··· Dataset extract
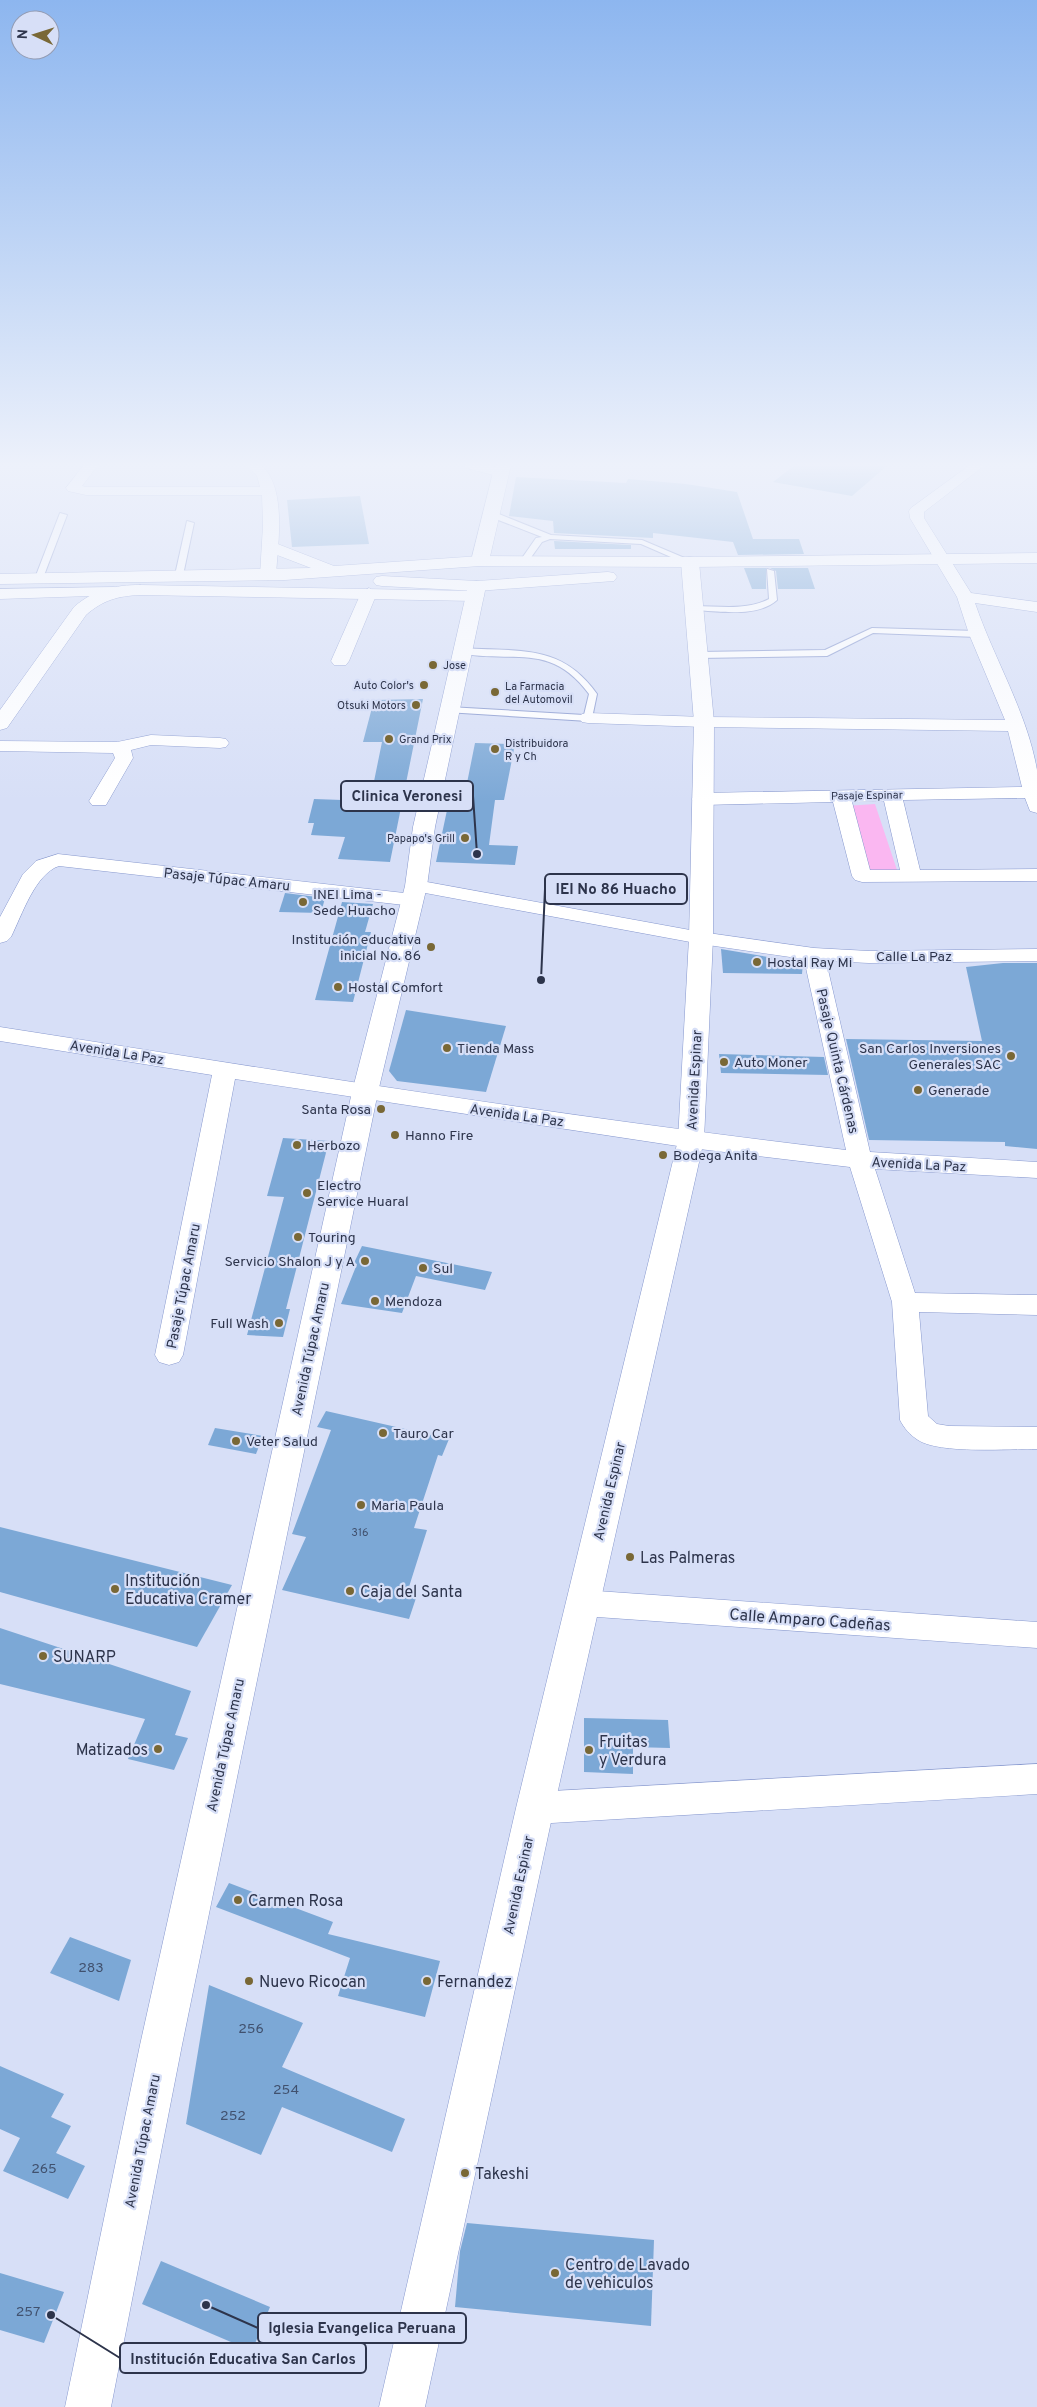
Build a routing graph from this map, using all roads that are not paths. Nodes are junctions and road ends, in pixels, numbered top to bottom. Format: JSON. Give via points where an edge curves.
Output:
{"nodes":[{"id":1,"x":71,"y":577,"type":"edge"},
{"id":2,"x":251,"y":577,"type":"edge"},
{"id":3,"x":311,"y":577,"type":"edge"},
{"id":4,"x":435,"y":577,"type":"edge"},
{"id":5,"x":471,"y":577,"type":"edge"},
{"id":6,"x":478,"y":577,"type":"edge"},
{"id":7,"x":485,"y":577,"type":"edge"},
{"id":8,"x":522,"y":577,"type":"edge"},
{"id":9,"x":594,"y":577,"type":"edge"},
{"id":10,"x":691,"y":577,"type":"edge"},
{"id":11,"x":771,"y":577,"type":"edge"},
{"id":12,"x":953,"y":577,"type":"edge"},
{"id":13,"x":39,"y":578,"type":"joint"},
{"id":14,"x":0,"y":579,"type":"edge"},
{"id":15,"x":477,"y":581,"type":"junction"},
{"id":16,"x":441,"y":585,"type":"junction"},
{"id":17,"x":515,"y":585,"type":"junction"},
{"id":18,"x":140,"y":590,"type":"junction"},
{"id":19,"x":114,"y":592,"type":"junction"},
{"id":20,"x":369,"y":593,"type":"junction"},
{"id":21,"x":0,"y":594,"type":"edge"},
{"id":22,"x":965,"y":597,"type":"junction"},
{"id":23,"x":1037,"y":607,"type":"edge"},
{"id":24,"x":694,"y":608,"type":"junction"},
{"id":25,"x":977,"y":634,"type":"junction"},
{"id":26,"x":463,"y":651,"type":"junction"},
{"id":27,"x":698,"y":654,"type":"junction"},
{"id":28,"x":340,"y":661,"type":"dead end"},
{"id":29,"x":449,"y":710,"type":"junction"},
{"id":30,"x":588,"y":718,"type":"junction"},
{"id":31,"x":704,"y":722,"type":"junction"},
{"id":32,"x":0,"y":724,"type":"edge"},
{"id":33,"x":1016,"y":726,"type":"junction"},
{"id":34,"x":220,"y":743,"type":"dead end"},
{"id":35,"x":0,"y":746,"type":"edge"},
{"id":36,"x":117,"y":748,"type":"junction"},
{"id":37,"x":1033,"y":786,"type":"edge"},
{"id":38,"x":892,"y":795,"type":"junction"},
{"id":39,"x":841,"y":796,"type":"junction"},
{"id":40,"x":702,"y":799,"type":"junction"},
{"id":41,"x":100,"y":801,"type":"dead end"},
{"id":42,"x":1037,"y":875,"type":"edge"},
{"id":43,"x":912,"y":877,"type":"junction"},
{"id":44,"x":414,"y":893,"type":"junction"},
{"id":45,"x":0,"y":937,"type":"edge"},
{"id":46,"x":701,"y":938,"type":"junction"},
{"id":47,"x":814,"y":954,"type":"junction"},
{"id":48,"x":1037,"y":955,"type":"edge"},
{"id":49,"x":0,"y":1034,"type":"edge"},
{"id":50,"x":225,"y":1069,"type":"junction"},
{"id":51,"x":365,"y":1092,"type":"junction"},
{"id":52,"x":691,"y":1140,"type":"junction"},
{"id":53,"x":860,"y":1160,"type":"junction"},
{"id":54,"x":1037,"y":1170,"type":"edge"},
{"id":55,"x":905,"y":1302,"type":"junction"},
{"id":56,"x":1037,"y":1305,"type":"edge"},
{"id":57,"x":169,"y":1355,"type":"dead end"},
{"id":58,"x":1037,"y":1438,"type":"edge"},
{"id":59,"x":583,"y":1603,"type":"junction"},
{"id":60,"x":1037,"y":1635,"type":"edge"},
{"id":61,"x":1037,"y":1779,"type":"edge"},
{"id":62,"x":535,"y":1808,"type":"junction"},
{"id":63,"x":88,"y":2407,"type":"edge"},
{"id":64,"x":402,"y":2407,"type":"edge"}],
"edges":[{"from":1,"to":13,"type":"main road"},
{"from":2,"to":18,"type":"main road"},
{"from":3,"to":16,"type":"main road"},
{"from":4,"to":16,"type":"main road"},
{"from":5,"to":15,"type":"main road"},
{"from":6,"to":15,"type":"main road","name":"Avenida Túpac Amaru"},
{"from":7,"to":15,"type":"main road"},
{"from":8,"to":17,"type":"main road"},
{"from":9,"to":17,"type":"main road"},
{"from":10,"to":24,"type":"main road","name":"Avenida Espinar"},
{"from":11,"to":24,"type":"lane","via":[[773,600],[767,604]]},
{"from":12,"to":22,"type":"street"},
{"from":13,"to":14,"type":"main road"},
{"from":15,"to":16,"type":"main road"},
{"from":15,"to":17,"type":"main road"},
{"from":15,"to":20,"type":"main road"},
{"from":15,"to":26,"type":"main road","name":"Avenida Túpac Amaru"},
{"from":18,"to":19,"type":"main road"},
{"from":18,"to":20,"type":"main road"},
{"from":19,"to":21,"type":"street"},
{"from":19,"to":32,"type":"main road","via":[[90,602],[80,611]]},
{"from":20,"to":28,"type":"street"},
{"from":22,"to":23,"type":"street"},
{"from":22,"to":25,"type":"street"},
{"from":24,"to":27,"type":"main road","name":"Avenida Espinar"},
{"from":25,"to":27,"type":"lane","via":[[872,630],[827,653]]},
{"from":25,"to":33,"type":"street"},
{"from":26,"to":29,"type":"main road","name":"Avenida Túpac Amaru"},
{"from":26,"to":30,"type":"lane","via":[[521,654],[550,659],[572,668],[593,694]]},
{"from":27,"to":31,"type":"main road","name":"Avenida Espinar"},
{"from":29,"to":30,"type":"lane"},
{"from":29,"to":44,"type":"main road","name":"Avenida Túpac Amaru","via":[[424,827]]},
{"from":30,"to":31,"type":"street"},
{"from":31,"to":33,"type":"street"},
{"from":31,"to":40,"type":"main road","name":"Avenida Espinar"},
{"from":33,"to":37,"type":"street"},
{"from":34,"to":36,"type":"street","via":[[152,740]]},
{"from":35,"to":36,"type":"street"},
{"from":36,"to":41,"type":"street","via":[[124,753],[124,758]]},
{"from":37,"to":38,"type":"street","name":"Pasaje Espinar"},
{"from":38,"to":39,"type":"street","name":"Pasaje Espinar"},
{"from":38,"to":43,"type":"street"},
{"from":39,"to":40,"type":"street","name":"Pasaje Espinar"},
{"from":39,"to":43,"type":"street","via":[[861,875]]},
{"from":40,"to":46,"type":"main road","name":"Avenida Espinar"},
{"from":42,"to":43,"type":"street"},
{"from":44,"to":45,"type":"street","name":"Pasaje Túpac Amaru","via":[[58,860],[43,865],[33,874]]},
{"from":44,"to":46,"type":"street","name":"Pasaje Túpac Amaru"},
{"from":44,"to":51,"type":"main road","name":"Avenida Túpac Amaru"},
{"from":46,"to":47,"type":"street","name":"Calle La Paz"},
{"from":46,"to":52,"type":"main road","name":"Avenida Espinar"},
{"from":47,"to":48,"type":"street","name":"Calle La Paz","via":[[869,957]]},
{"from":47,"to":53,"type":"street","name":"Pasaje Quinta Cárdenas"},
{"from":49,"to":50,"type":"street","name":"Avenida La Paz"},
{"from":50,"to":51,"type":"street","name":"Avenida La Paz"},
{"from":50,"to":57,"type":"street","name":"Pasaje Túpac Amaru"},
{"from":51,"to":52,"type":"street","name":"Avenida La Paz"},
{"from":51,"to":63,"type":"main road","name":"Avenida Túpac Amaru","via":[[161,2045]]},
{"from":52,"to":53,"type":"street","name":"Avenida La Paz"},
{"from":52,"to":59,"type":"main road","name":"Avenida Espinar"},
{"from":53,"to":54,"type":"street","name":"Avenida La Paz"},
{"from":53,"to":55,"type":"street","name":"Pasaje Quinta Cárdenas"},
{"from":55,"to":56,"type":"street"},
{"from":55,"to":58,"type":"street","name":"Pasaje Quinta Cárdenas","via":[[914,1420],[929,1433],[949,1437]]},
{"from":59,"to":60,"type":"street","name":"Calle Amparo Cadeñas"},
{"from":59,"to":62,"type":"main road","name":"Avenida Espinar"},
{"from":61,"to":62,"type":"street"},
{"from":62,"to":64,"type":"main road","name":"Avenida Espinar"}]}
······
### Brief
Whichever lines of the material hold the word "lane", find and copy them.

### Exercise response
{"from":11,"to":24,"type":"lane","via":[[773,600],[767,604]]},
{"from":25,"to":27,"type":"lane","via":[[872,630],[827,653]]},
{"from":26,"to":30,"type":"lane","via":[[521,654],[550,659],[572,668],[593,694]]},
{"from":29,"to":30,"type":"lane"},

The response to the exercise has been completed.